WHAT YOU NEED TO DO: Give every line from the entries that contains "shadow".

********

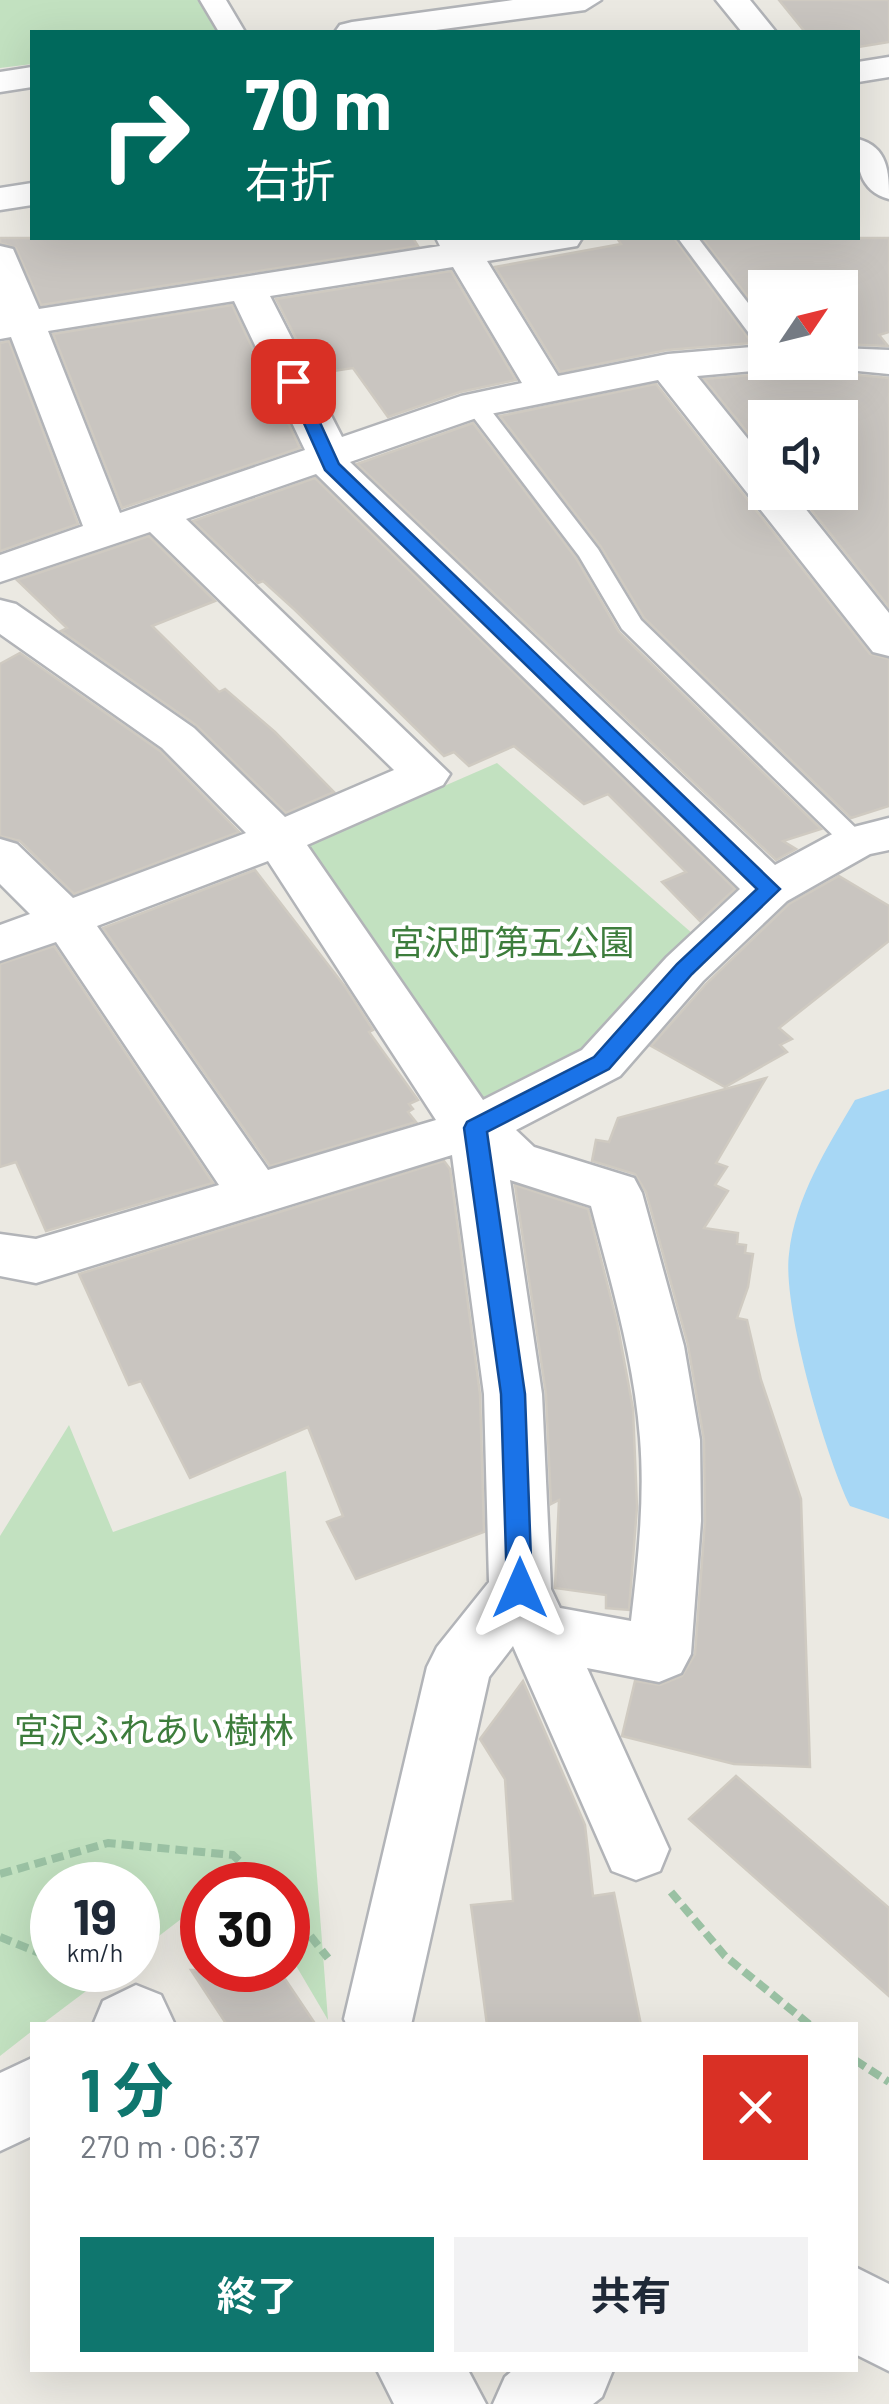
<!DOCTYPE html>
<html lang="ja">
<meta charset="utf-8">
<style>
:root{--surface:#fff;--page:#f2f2f3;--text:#1f2937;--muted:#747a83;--accent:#0f766e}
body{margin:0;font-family:Barlow,"Noto Sans JP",sans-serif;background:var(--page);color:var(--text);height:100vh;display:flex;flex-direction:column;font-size:38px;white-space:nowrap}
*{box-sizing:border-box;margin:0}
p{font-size:32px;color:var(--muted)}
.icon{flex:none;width:55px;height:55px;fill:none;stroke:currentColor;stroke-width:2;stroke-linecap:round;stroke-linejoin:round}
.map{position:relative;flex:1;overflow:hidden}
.panel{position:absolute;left:30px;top:2022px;width:828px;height:350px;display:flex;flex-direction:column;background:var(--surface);border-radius:0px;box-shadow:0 10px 40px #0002}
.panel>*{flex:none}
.banner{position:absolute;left:30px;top:30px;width:830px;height:210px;border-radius:0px;box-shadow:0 10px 40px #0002;background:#00695c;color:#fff;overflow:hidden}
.needle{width:65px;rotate:55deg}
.tools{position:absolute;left:748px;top:270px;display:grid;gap:20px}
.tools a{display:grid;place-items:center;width:110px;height:110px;border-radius:0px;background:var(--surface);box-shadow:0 10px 40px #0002;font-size:50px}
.speed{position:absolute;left:30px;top:1862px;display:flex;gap:20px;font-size:50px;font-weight:700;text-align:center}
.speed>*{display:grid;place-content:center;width:130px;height:130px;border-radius:50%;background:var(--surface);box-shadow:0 10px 40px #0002;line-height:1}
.speed small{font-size:25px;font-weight:400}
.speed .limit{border:15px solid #d22;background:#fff;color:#111}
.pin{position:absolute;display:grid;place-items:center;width:85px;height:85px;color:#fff;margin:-42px;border-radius:20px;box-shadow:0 5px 15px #0006}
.me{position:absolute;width:110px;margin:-55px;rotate:0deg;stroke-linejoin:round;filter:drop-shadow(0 0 8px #0008)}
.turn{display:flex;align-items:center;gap:35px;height:210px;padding:0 50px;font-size:45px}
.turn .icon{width:130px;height:130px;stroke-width:2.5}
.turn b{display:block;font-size:70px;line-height:85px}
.round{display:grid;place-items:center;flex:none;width:105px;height:105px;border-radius:0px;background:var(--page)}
.summary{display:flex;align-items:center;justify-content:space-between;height:170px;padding:0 50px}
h1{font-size:60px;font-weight:700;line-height:75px;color:var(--accent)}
.cta{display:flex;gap:20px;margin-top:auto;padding:20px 50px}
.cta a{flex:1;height:115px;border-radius:0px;background:var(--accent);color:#fff;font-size:40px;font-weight:700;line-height:115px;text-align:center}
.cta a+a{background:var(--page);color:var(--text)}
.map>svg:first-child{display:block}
</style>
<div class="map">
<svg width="889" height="2404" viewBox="0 0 889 2404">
<rect width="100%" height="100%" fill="#ebe9e2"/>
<g fill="#c2e1c0">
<path d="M0 0H215L233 32H32V64L0 68Z"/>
<path d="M497 763 693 934 586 1051 465 1108 304 847Z"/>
<path d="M69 1425 113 1532 286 1471 328 2020 288 1952V1885H248L241 1874 227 1885H202V1903L138 1952V1885H52V1970H114L41 2025H32V2031L0 2056V1536Z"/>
</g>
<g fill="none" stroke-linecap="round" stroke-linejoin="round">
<path fill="#a7d7f5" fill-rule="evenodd" d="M889 1089V1519L850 1506C826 1457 782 1307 789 1254 795 1197 827 1148 855 1100Z"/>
</g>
<g fill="#c9c5c0" stroke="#cfcac1" stroke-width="2.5">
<path d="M779 0H889V42L858 47V32H805Z"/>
<path d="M0 238H413L418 246 41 305 16 248 0 243Z"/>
<path d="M617 238H674L752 343 667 350 560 372 495 267 621 244Z"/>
<path d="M702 238H889V332L879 335 888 346 840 344V288H765V319Z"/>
<path d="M451 271 516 380 460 392 388 417 353 368 314 374 276 299Z"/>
<path d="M232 305 300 448 122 508 53 334Z"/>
<path d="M9 341 78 524 0 551V343Z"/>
<path d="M786 362H819L826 372 889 378V607L797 492H840V418H765V454L704 379 765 374Z"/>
<path d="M656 384 870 654 889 659V806L851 818 644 618 601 547 500 416Z"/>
<path d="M473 423 576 558 619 632 821 829 783 841 796 849 776 860 357 464Z"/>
<path d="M315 478 735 889 700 921 662 882 686 872 608 794 584 804 514 746 469 766 454 752 444 756 295 610 263 581 258 583 193 521Z"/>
<path d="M149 536 215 601 152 626 219 692 225 689 275 732 334 792 286 813 196 725 61 631 67 628 17 580Z"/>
<path d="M20 653 160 751 239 832 74 894 20 841 0 836V664Z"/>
<path d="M255 870 346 988 373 1030 369 1032 418 1100 409 1104 413 1109 408 1112 416 1122 270 1166 103 928Z"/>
<path d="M839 876 889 906V941L779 1028 792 1039 780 1045 787 1052 725 1087 651 1046 706 984 789 904Z"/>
<path d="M54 946 213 1183 46 1231 16 1162 0 1167V964Z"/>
<path d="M766 1078 716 1163 727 1167 715 1185 728 1191 704 1228 738 1233 737 1244 746 1245 745 1253 753 1254 748 1287 737 1318 747 1320 761 1380 801 1499 810 1767 734 1764 622 1736 635 1681 660 1685 682 1676 695 1654 705 1521 704 1440 688 1345 646 1192 635 1174 592 1161 596 1140 609 1142 618 1118Z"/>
<path d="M444 1161 450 1169 480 1394 484 1532 356 1579 327 1522 343 1516 308 1427 190 1478 141 1381 129 1385 79 1274Z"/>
<path d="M515 1185 588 1209 617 1322 633 1409 637 1507 629 1610 606 1608V1595L555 1588 559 1500 551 1504 546 1394Z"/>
<path d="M523 1681 585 1825 593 1896 614 1893 641 2025H487L471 1905 513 1901 505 1779 480 1739Z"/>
<path d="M736 1776 889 1908V1996L689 1819Z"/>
<path d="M191 1970H279L316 2025H227Z"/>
</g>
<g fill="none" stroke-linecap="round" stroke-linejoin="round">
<g stroke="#b2b4b8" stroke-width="5">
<g id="service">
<path d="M678 238H698L765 325V345L757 344Z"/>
<path d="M475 398 483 400 598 549 641 620 864 836 868 842 864 848H846L622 629 579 556 464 405Z"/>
</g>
</g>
<g stroke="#b2b4b8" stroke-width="5">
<path id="pedestrian" d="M200 0H226L245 32H219Z"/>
</g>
<g stroke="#b2b4b8" stroke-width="5">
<g id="minor">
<path d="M716 0H750L776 32H742Z"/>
<path d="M889 57V77L858 82V62Z"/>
<path d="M858 139C888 147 889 172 889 199 859 191 856 165 858 139Z"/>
<path d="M32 183V205L0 210V188Z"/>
<path d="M436 238H582L577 246 487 261 558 376 668 354 765 346V362H782L765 370 697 376 765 460V492H792L889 613V656L873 652 658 380 485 415 350 462 775 865 838 831 889 818V850L870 854 787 901 703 981 620 1076 516 1130 534 1147 634 1178 642 1193 684 1346 700 1440 701 1521 691 1654 681 1673 659 1682 587 1668 669 1849 660 1871 636 1880 612 1871 513 1646 489 1677 411 2025H347L344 2019 427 1667 437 1647 489 1582 484 1394 452 1155 36 1283 0 1276V1234L36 1239 219 1185 56 942 0 961V925L30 914 0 884V839L17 844 73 898 246 833 162 748 0 634V600L16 604 194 728 285 817 394 770 150 532 0 582V555L83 526 11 337 0 339V246L13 249 39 309 440 246ZM453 267 522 383 461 396 342 437 270 296ZM234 301 305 450 120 513 48 331ZM316 474 740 889 667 957 582 1050 483 1100 307 845 443 785 450 774 186 519ZM268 861 436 1120 268 1170 97 926ZM510 1180 591 1206C611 1282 634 1359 640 1438 645 1499 638 1561 631 1621L560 1608 551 1589 542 1394Z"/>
<path d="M840 348 889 350V374L826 368 822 362H840Z"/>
<path d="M136 1985 161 1995 175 2025H93L103 2001Z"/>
<path d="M32 2058V2136L0 2151V2073Z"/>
<path d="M855 2267 889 2284V2371L855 2354Z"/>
<path d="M377 2370H468L486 2404H394Z"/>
<path d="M513 2370H613L602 2397 593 2404H493L505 2377Z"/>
</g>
</g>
<g stroke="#b2b4b8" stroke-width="5">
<g id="tertiary">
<path d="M513 0H601L585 10 421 32H335L340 25 352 22Z"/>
<path d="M32 67V87L0 92V72Z"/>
</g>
</g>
<g stroke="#9ac1a3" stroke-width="8" stroke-dasharray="12 6" stroke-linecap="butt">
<path d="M0 1874 108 1843 233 1855 264 1885"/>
<path d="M671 1892 725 1956 810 2025"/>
<path d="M288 1908 328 1958"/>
<path d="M0 1937 52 1958"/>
<path d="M855 2060 889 2082"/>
</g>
<use href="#service" fill="#fff" fill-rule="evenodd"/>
<use href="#pedestrian" fill="#fff" fill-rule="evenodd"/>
<use href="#minor" fill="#fff" fill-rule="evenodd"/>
<use href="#tertiary" fill="#fff" fill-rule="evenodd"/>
</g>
<path fill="#1a73e8" stroke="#114b97" stroke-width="2.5" d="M293 376 301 381 339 464 780 889 692 974 609 1069 487 1132 525 1394 532 1588 520 1599 507 1588 501 1394 464 1128 467 1122 594 1057 677 964 757 889 325 470 285 381Z"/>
<g text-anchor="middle" stroke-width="8" stroke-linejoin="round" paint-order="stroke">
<g font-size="35" fill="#3d7d3c" stroke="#fff">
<text x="512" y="955">宮沢町第五公園</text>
<text x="154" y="1743">宮沢ふれあい樹林</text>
</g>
</g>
</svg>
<div class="tools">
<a><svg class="needle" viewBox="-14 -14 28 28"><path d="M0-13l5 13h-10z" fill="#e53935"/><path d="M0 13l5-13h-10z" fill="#747a83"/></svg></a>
<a><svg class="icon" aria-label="sound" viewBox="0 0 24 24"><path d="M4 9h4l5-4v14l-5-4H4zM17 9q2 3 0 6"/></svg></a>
</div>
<div class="speed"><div>19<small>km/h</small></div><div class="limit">30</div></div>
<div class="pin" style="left:293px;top:381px;background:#d93025"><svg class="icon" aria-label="arrive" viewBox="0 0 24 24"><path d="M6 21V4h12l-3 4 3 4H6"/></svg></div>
<svg class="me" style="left:520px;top:1588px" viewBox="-20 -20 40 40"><path d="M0-17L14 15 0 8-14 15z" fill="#1a73e8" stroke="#fff" stroke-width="4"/></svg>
<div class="banner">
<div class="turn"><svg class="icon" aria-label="right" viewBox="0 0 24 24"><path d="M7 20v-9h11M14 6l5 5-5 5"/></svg><div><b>70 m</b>右折</div></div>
</div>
<section class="panel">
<div class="summary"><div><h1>1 分</h1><p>270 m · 06:37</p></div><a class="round" style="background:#d93025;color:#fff"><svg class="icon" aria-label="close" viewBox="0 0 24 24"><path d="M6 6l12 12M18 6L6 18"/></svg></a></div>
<div class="cta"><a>終了</a><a>共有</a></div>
</section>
</div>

********

SOLUTION TO THE EXERCISE:
.panel{position:absolute;left:30px;top:2022px;width:828px;height:350px;display:flex;flex-direction:column;background:var(--surface);border-radius:0px;box-shadow:0 10px 40px #0002}
.banner{position:absolute;left:30px;top:30px;width:830px;height:210px;border-radius:0px;box-shadow:0 10px 40px #0002;background:#00695c;color:#fff;overflow:hidden}
.tools a{display:grid;place-items:center;width:110px;height:110px;border-radius:0px;background:var(--surface);box-shadow:0 10px 40px #0002;font-size:50px}
.speed>*{display:grid;place-content:center;width:130px;height:130px;border-radius:50%;background:var(--surface);box-shadow:0 10px 40px #0002;line-height:1}
.pin{position:absolute;display:grid;place-items:center;width:85px;height:85px;color:#fff;margin:-42px;border-radius:20px;box-shadow:0 5px 15px #0006}
.me{position:absolute;width:110px;margin:-55px;rotate:0deg;stroke-linejoin:round;filter:drop-shadow(0 0 8px #0008)}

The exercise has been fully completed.